VST insider sale notice: 21,365 shares, $4.43M via Fidelity
Rhea-AI Filing Summary
Vistra Corp. (VST) filed a Form 144 disclosing a proposed sale of 21,365 common shares with an aggregate market value of $4,434,403.42, representing part of the company's 338,820,324 outstanding shares. The notice lists Fidelity Brokerage Services LLC as the broker and an approximate sale date of 10/09/2025. The securities were acquired under an option granted on 04/09/2018 and the filing indicates payment in cash on 10/09/2025.
The filing also lists multiple recent sales by James A. Burke between 09/10/2025 and 10/08/2025, showing repeated dispositions of common shares with gross proceeds reported for each trade. The filer confirms the standard representation that they are not aware of undisclosed material adverse information about the issuer.
Positive
- Required disclosure filed under Rule 144 showing proposed sale details
- Acquisition source documented (option granted on 04/09/2018) supporting the sale legitimacy
Negative
- Substantial insider selling activity: multiple sales by James A. Burke across 09/10/2025–10/08/2025
- No Rule 10b5-1 plan date provided on the Form 144 to indicate pre-planned sales
Insights
Significant insider dispositions recorded over several weeks; a new option exercise sale is planned.

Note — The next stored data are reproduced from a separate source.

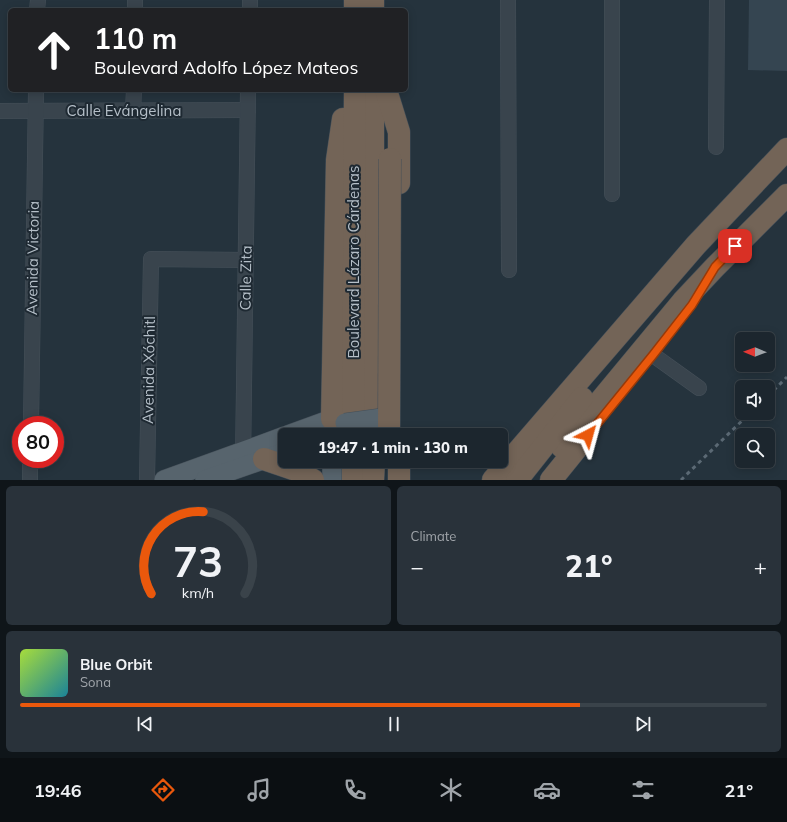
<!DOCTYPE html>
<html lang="en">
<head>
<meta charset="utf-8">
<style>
	body { margin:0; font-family:Mulish,sans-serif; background:#29323a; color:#f1f3f6; height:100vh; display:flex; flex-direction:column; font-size:15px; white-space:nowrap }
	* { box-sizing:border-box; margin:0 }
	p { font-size:13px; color:#a0a5aa }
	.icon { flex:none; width:22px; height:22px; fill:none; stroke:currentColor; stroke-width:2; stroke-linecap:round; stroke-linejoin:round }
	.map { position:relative; height:480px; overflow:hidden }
	.sheet { display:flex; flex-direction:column; gap:6px; padding:6px; background:#0f1519; flex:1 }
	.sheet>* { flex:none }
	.banner { position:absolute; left:8px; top:8px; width:400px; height:84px; border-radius:6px; box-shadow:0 2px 10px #0003,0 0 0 1px #3a434a; background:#202124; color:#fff; overflow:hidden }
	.needle { width:26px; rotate:271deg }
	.buttons { position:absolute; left:735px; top:332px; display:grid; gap:8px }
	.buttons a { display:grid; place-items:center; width:40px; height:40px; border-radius:6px; background:#1c262e; box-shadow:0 2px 10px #0003,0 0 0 1px #3a434a; font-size:20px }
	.speed { position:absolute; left:12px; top:416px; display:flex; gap:8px; font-size:20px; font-weight:700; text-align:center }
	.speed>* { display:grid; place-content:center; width:52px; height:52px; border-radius:50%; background:#1c262e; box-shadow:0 2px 10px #0003,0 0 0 1px #3a434a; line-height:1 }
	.speed .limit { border:6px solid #d22; background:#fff; color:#111 }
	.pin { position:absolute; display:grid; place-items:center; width:34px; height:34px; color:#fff; margin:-17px; border-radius:8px; box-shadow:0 2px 6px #0006 }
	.me { position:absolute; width:44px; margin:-22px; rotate:39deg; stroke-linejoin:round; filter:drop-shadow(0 0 3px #0008) }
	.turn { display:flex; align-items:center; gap:14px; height:84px; padding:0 20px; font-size:18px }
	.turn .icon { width:52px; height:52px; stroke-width:2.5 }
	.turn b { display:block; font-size:28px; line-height:34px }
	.big { font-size:30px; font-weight:800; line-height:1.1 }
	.sheet .tile { flex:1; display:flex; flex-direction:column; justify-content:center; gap:6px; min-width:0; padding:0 14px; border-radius:6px; background:#29323a }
	.sheet .dial { align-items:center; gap:0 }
	.dial svg { height:104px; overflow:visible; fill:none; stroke:#3a434a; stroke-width:7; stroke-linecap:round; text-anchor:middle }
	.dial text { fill:#f1f3f6; stroke:none }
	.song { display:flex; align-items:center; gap:12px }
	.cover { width:48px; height:48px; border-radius:6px; background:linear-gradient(135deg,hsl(80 70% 55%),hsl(190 70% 35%)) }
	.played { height:4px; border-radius:2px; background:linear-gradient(90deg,#ea580c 75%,#3a434a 75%) }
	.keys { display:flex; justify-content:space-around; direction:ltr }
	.heat { display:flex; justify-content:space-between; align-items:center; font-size:22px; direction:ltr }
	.sheet .tiles { flex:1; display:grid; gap:6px; grid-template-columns:1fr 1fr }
	.tile:last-child { grid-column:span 2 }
	.trip { position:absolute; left:278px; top:428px; width:230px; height:40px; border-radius:6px; background:#1c262e; box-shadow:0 2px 10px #0003,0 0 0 1px #3a434a; font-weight:800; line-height:40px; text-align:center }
	.menu { display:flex; height:64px; justify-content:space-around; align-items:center; background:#0b0f12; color:#a0a5aa }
	.menu .icon { width:28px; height:28px }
	.menu .active { color:#ea580c }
	.menu b { font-size:18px; color:#f1f3f6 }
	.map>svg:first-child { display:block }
	.building { fill:#354551 }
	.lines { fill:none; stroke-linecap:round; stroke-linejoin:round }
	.minor-casing { stroke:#455059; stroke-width:16 }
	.major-casing { stroke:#455059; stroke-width:20 }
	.highway-casing { stroke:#444f58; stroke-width:23 }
	.minor { stroke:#39444d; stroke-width:15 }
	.major { stroke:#57646d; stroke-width:19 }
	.highway { stroke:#736457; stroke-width:22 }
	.rail { stroke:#5b6974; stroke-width:3; stroke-dasharray:4 4; stroke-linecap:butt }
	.major-bridge-casing { stroke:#455059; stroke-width:20; stroke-linecap:butt }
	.highway-bridge-casing { stroke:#444f58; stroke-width:23; stroke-linecap:butt }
	.major-bridge { stroke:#57646d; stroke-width:19 }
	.highway-bridge { stroke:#736457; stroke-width:22 }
	.route-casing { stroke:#983908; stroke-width:10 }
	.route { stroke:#ea580c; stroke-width:7 }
	.labels { text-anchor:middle; stroke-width:4; stroke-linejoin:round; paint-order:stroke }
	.street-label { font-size:15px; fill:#b5bfc8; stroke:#1e2932 }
</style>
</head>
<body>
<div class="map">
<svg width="787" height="480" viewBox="0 0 787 480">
	<rect width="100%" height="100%" fill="#25333d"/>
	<polygon class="building" points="749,0 787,0 787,71 748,70"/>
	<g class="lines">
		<defs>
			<g id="minor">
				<polyline points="508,0 509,270"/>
				<polyline points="612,0 612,194"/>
				<polyline points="37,10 38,0"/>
				<polyline points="135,10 135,0"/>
				<polyline points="250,10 250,0"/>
				<polyline points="0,111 248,110"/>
				<polyline points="133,111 134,90"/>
				<polyline points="716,147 717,0"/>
				<polyline points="653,355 699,388"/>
				<polyline points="31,425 36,90"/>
				<polyline points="243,461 248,90"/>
				<polyline points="30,480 30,459"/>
				<polyline points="147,480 151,259 246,260"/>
			</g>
			<g id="major">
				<polyline points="288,435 332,419 345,423"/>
				<polyline points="331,435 345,423"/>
				<polyline points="164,480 285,436"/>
				<polyline points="205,480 285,452"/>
				<polyline points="332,480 332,461"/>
			</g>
			<g id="highway">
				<polyline points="355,10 355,0"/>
				<polyline points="373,10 373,0"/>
				<polyline points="373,90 373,435"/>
				<polyline points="386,90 399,132 399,183"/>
				<polyline points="332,419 337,160 343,119"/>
				<polyline points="353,435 355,90"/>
				<polyline points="562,447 683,301 715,267 787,195"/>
				<polyline points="264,459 296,470 313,480"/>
				<polyline points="353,461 353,480"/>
				<polyline points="373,480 374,461"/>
				<polyline points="399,480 399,461"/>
				<polyline points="493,480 696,245 787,149"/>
				<polyline points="517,480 582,398"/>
				<polyline points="551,480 585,438"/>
			</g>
		</defs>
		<use href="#minor" class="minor-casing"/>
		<use href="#major" class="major-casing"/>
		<use href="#highway" class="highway-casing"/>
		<use href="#minor" class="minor"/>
		<use href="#major" class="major"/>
		<use href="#highway" class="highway"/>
		<g class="rail">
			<polyline points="768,396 787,377"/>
			<polyline points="681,480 750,413"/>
		</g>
		<defs>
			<polyline id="major-bridge" points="345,423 389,417"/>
			<polyline id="highway-bridge" points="389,435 390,159"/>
		</defs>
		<use href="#major-bridge" class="major-bridge-casing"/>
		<use href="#highway-bridge" class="highway-bridge-casing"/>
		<use href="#major-bridge" class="major-bridge"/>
		<use href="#highway-bridge" class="highway-bridge"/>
	</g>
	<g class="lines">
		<defs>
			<polyline id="route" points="588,435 653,355 692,305 715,267 735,246"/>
		</defs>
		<use href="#route" class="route-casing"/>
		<use href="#route" class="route"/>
	</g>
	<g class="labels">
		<g class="street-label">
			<text x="124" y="116">Calle Evángelina</text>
			<text transform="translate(33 258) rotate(-89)" y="5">Avenida Victoria</text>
			<text transform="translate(354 262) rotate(-90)" y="5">Boulevard Lázaro Cárdenas</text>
			<text transform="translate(246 278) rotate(-89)" y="5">Calle Zita</text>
			<text transform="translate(149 370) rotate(-89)" y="5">Avenida Xóchitl</text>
		</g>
	</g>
</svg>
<div class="buttons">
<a><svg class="needle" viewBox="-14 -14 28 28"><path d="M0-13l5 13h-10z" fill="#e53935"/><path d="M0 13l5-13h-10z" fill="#a0a5aa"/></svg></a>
<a><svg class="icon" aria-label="sound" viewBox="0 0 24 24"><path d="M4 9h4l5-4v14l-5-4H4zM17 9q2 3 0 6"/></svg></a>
<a><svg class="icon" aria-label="search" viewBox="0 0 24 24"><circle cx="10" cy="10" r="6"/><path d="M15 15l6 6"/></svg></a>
</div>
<div class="speed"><div class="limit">80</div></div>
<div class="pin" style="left:735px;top:246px;background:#d93025"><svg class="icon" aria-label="arrive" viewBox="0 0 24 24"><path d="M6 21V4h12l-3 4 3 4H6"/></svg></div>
<svg class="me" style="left:588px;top:435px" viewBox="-20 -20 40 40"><path d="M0-17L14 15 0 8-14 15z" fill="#ea580c" stroke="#fff" stroke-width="4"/></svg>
<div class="trip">19:47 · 1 min · 130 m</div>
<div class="banner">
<div class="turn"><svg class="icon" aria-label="ahead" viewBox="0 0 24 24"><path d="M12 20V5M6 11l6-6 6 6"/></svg><div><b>110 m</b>Boulevard Adolfo López Mateos</div></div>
</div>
</div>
<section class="sheet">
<div class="tiles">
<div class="tile dial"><svg viewBox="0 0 100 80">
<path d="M14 69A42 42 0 1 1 86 69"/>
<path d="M14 69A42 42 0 0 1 54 6" stroke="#ea580c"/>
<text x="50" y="56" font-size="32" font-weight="700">73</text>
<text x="50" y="72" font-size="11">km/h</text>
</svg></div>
<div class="tile"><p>Climate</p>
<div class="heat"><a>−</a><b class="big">21°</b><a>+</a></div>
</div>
<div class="tile">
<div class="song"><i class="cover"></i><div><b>Blue Orbit</b><p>Sona</p></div></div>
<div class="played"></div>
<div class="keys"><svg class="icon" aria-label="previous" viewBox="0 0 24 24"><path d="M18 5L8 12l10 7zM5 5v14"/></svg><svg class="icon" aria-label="pause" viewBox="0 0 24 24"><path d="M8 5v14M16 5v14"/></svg><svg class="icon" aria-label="next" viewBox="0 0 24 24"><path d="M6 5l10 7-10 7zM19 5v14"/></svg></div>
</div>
</div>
</section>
<nav class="menu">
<b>19:46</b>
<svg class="icon active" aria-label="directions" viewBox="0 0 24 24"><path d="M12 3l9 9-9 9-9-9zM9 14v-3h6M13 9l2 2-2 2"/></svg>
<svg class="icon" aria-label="music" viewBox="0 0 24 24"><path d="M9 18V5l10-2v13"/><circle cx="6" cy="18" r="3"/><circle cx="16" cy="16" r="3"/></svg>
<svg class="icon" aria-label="phone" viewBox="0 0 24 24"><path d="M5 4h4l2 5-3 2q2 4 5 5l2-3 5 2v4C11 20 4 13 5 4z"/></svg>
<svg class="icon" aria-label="climate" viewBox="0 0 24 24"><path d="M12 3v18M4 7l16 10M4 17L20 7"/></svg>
<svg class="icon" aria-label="car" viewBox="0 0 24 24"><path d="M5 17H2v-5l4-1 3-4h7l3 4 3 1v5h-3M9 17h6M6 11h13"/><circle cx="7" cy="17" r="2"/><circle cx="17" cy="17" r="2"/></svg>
<svg class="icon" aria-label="filters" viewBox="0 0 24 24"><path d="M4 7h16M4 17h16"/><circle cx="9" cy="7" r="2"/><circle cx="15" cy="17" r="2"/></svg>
<b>21°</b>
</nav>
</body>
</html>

The filing shows a proposed sale of $4,434,403.42 for 21,365 shares via Fidelity Brokerage Services, acquired via an option granted on 04/09/2018 and paid in cash on 10/09/2025. Multiple prior sales by James A. Burke from 09/10/2025 to 10/08/2025 are itemized with gross proceeds for each trade.
The pattern is factual disclosure of insider liquidity rather than a statement about company performance; monitor subsequent Form 4 or Form 5 filings for continuing dispositions or indications of a structured trading plan within the next few weeks.
Disclosure aligns with Rule 144 procedures; no trading-plan date is indicated on this form.
The filer represents compliance with Rule 144 by filing this notice and affirms no known undisclosed material adverse information. The record lists the acquisition source as the issuer and an option grant date, which documents the insider's basis for the sale.
Governance stakeholders should note the absence of a declared Rule 10b5-1 adoption date on the form; if a written trading plan exists, a separate filing or notation would clarify whether sales are pre‑planned within the coming months.